■ **Prompt**: Write the records out again in full, word for word.

■ **Entries shown**:
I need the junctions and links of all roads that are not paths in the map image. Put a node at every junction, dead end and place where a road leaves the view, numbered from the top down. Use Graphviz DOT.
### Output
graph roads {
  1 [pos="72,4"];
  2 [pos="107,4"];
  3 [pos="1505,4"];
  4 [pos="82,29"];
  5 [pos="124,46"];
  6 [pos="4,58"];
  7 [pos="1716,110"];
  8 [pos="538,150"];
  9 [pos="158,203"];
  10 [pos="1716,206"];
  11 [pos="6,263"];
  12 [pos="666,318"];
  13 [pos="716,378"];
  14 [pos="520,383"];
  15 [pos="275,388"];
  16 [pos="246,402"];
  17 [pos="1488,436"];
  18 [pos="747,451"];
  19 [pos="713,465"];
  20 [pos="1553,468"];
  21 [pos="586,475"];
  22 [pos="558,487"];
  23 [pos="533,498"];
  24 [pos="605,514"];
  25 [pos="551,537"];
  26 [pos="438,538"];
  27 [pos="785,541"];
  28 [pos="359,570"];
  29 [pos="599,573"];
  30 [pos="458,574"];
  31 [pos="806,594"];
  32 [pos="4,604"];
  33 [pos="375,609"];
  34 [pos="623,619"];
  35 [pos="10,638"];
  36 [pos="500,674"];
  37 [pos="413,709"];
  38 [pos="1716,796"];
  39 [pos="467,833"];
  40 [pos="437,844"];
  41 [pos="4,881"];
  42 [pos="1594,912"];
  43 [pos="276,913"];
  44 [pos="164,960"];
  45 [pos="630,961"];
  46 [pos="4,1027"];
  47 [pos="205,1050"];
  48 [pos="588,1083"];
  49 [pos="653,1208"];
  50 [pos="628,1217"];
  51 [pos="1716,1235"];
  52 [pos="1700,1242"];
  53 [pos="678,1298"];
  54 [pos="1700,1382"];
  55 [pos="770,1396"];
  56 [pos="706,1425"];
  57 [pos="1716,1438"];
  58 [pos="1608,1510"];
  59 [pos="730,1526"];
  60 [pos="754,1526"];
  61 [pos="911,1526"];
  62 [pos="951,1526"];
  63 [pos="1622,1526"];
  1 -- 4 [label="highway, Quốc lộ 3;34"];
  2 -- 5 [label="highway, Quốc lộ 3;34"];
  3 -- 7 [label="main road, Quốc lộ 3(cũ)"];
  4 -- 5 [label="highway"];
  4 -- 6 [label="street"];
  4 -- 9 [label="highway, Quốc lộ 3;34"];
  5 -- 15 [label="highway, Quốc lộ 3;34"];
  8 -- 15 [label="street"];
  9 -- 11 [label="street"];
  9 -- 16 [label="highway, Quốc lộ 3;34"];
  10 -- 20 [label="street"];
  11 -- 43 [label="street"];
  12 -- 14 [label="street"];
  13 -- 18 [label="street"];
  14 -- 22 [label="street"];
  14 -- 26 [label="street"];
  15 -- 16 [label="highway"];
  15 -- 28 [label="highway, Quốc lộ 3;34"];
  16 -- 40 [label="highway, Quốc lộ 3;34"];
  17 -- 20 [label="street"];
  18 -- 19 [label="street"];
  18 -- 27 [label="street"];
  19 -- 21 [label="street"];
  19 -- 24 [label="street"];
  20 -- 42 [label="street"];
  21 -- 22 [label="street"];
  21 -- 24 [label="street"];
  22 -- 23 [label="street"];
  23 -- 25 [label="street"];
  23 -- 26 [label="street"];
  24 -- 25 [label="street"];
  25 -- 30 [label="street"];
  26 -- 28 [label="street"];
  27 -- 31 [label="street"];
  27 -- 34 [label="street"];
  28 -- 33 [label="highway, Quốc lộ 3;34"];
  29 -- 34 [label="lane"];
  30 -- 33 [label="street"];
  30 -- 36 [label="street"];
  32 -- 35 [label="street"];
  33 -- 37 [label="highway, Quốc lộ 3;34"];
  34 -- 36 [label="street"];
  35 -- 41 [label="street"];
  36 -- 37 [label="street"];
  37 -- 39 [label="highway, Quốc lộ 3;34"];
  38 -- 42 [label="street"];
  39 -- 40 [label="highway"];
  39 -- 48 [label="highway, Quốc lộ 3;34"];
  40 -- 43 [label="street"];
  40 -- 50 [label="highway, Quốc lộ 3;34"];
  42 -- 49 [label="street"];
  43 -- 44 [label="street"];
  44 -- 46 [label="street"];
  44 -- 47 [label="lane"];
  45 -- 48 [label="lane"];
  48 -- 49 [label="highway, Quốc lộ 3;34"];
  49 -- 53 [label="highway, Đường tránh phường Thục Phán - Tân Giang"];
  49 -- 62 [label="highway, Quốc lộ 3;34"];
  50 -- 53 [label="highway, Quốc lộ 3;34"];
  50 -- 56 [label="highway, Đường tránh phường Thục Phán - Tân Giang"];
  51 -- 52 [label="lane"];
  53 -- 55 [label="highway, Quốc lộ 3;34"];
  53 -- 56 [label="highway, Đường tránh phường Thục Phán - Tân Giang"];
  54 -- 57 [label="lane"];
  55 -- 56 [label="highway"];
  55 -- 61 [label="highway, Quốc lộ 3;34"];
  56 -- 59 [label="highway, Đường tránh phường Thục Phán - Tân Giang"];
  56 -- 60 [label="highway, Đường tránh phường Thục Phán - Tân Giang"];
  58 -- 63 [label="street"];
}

■ **Solution for this problem**:
I need the junctions and links of all roads that are not paths in the map image. Put a node at every junction, dead end and place where a road leaves the view, numbered from the top down. Use Graphviz DOT.
### Output
graph roads {
  1 [pos="72,4"];
  2 [pos="107,4"];
  3 [pos="1505,4"];
  4 [pos="82,29"];
  5 [pos="124,46"];
  6 [pos="4,58"];
  7 [pos="1716,110"];
  8 [pos="538,150"];
  9 [pos="158,203"];
  10 [pos="1716,206"];
  11 [pos="6,263"];
  12 [pos="666,318"];
  13 [pos="716,378"];
  14 [pos="520,383"];
  15 [pos="275,388"];
  16 [pos="246,402"];
  17 [pos="1488,436"];
  18 [pos="747,451"];
  19 [pos="713,465"];
  20 [pos="1553,468"];
  21 [pos="586,475"];
  22 [pos="558,487"];
  23 [pos="533,498"];
  24 [pos="605,514"];
  25 [pos="551,537"];
  26 [pos="438,538"];
  27 [pos="785,541"];
  28 [pos="359,570"];
  29 [pos="599,573"];
  30 [pos="458,574"];
  31 [pos="806,594"];
  32 [pos="4,604"];
  33 [pos="375,609"];
  34 [pos="623,619"];
  35 [pos="10,638"];
  36 [pos="500,674"];
  37 [pos="413,709"];
  38 [pos="1716,796"];
  39 [pos="467,833"];
  40 [pos="437,844"];
  41 [pos="4,881"];
  42 [pos="1594,912"];
  43 [pos="276,913"];
  44 [pos="164,960"];
  45 [pos="630,961"];
  46 [pos="4,1027"];
  47 [pos="205,1050"];
  48 [pos="588,1083"];
  49 [pos="653,1208"];
  50 [pos="628,1217"];
  51 [pos="1716,1235"];
  52 [pos="1700,1242"];
  53 [pos="678,1298"];
  54 [pos="1700,1382"];
  55 [pos="770,1396"];
  56 [pos="706,1425"];
  57 [pos="1716,1438"];
  58 [pos="1608,1510"];
  59 [pos="730,1526"];
  60 [pos="754,1526"];
  61 [pos="911,1526"];
  62 [pos="951,1526"];
  63 [pos="1622,1526"];
  1 -- 4 [label="highway, Quốc lộ 3;34"];
  2 -- 5 [label="highway, Quốc lộ 3;34"];
  3 -- 7 [label="main road, Quốc lộ 3(cũ)"];
  4 -- 5 [label="highway"];
  4 -- 6 [label="street"];
  4 -- 9 [label="highway, Quốc lộ 3;34"];
  5 -- 15 [label="highway, Quốc lộ 3;34"];
  8 -- 15 [label="street"];
  9 -- 11 [label="street"];
  9 -- 16 [label="highway, Quốc lộ 3;34"];
  10 -- 20 [label="street"];
  11 -- 43 [label="street"];
  12 -- 14 [label="street"];
  13 -- 18 [label="street"];
  14 -- 22 [label="street"];
  14 -- 26 [label="street"];
  15 -- 16 [label="highway"];
  15 -- 28 [label="highway, Quốc lộ 3;34"];
  16 -- 40 [label="highway, Quốc lộ 3;34"];
  17 -- 20 [label="street"];
  18 -- 19 [label="street"];
  18 -- 27 [label="street"];
  19 -- 21 [label="street"];
  19 -- 24 [label="street"];
  20 -- 42 [label="street"];
  21 -- 22 [label="street"];
  21 -- 24 [label="street"];
  22 -- 23 [label="street"];
  23 -- 25 [label="street"];
  23 -- 26 [label="street"];
  24 -- 25 [label="street"];
  25 -- 30 [label="street"];
  26 -- 28 [label="street"];
  27 -- 31 [label="street"];
  27 -- 34 [label="street"];
  28 -- 33 [label="highway, Quốc lộ 3;34"];
  29 -- 34 [label="lane"];
  30 -- 33 [label="street"];
  30 -- 36 [label="street"];
  32 -- 35 [label="street"];
  33 -- 37 [label="highway, Quốc lộ 3;34"];
  34 -- 36 [label="street"];
  35 -- 41 [label="street"];
  36 -- 37 [label="street"];
  37 -- 39 [label="highway, Quốc lộ 3;34"];
  38 -- 42 [label="street"];
  39 -- 40 [label="highway"];
  39 -- 48 [label="highway, Quốc lộ 3;34"];
  40 -- 43 [label="street"];
  40 -- 50 [label="highway, Quốc lộ 3;34"];
  42 -- 49 [label="street"];
  43 -- 44 [label="street"];
  44 -- 46 [label="street"];
  44 -- 47 [label="lane"];
  45 -- 48 [label="lane"];
  48 -- 49 [label="highway, Quốc lộ 3;34"];
  49 -- 53 [label="highway, Đường tránh phường Thục Phán - Tân Giang"];
  49 -- 62 [label="highway, Quốc lộ 3;34"];
  50 -- 53 [label="highway, Quốc lộ 3;34"];
  50 -- 56 [label="highway, Đường tránh phường Thục Phán - Tân Giang"];
  51 -- 52 [label="lane"];
  53 -- 55 [label="highway, Quốc lộ 3;34"];
  53 -- 56 [label="highway, Đường tránh phường Thục Phán - Tân Giang"];
  54 -- 57 [label="lane"];
  55 -- 56 [label="highway"];
  55 -- 61 [label="highway, Quốc lộ 3;34"];
  56 -- 59 [label="highway, Đường tránh phường Thục Phán - Tân Giang"];
  56 -- 60 [label="highway, Đường tránh phường Thục Phán - Tân Giang"];
  58 -- 63 [label="street"];
}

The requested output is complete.